[Stored items]
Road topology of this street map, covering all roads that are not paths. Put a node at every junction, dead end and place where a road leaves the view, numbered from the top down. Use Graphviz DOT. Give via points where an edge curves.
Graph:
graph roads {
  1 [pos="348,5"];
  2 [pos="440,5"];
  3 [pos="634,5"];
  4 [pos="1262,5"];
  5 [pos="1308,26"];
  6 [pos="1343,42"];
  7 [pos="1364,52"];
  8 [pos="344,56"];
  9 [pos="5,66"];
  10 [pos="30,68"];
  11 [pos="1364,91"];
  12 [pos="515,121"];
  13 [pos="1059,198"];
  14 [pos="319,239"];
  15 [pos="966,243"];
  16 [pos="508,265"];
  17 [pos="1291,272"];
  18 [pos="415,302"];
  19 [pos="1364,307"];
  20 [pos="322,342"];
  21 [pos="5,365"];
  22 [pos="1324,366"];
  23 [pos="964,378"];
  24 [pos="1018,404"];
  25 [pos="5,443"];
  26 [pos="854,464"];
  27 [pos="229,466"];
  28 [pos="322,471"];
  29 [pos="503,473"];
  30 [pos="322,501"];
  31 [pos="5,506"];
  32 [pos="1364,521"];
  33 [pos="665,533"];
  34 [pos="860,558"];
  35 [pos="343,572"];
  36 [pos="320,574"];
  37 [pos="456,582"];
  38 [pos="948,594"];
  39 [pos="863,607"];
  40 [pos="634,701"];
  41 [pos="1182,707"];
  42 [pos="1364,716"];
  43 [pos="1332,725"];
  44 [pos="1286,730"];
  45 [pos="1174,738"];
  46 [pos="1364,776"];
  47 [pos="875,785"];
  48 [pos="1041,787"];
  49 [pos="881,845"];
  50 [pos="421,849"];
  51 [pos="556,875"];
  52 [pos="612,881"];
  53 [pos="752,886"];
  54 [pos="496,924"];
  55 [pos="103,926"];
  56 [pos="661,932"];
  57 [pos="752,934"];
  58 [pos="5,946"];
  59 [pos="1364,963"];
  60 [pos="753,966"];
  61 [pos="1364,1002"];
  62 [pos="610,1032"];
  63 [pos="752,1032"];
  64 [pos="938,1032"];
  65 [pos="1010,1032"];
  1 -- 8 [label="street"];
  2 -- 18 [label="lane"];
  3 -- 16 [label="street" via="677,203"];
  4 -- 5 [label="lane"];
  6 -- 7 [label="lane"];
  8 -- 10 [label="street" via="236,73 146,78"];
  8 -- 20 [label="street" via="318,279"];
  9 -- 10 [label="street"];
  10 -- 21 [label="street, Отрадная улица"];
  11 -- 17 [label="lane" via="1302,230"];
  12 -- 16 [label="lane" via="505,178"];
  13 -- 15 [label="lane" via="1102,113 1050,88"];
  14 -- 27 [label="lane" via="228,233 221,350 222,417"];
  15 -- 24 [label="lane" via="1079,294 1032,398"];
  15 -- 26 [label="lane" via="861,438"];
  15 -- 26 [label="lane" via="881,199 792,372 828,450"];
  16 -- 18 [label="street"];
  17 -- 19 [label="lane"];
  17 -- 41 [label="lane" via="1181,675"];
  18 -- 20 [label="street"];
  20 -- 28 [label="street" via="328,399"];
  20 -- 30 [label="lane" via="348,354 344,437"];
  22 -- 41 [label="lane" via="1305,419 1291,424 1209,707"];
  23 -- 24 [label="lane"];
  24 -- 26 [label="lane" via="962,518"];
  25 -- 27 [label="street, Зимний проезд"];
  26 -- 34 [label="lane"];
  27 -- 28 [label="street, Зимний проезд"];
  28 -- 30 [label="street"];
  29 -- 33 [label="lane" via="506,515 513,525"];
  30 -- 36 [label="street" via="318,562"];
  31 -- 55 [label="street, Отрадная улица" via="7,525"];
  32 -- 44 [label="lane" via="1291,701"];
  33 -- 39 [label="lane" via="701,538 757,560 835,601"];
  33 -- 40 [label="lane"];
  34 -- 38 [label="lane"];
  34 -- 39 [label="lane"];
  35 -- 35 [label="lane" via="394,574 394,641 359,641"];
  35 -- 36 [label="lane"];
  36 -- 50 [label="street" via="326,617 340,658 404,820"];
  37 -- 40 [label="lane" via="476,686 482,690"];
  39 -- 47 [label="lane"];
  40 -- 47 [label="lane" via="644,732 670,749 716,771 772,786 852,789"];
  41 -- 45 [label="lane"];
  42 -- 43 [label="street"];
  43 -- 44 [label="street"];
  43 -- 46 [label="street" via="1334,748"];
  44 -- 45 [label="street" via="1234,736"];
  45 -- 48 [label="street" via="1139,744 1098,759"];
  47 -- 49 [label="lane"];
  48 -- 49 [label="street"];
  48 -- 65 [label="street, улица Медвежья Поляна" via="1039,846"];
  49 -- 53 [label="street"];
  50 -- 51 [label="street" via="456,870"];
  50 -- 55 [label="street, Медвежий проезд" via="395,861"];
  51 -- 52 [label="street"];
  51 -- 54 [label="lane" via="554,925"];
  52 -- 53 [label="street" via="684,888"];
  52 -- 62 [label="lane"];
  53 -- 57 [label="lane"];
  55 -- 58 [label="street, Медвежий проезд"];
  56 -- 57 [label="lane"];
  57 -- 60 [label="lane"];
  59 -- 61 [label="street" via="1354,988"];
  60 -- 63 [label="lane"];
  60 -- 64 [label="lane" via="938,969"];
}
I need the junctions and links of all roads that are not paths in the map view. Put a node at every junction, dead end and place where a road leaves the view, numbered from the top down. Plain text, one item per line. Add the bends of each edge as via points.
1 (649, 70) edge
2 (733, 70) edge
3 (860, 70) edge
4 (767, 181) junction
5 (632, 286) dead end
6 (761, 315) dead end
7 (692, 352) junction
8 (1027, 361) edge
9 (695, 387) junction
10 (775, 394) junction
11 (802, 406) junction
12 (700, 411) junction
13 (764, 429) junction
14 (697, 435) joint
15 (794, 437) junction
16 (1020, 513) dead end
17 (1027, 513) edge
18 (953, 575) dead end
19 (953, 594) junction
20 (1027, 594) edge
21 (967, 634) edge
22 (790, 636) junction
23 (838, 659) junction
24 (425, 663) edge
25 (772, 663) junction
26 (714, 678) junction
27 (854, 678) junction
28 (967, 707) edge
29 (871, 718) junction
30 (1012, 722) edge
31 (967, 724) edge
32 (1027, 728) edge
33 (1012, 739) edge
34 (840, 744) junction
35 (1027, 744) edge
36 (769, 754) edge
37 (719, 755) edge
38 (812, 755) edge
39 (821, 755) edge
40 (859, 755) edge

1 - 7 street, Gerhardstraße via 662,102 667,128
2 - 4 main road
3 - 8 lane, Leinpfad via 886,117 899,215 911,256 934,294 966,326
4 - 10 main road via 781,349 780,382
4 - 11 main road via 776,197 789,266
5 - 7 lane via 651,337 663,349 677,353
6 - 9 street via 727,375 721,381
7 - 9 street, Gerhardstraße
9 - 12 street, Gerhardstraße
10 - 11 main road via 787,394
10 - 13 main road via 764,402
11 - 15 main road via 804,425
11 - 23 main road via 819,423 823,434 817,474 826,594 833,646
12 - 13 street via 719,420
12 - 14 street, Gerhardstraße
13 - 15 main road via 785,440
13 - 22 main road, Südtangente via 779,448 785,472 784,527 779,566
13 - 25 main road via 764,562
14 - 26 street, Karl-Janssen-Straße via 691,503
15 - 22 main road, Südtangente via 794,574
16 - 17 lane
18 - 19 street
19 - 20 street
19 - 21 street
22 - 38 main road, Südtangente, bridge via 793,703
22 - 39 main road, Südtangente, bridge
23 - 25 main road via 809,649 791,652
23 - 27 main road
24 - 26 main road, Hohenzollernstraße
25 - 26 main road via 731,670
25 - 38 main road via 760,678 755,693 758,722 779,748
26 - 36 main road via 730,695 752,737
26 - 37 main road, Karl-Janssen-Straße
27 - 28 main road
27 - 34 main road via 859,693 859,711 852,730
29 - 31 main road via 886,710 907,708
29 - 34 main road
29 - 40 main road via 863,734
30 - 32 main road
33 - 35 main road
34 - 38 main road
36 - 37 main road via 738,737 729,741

Work request: Gather from the entries above all lines that include the string "Südtangente".

Written answer:
13 - 22 main road, Südtangente via 779,448 785,472 784,527 779,566
15 - 22 main road, Südtangente via 794,574
22 - 38 main road, Südtangente, bridge via 793,703
22 - 39 main road, Südtangente, bridge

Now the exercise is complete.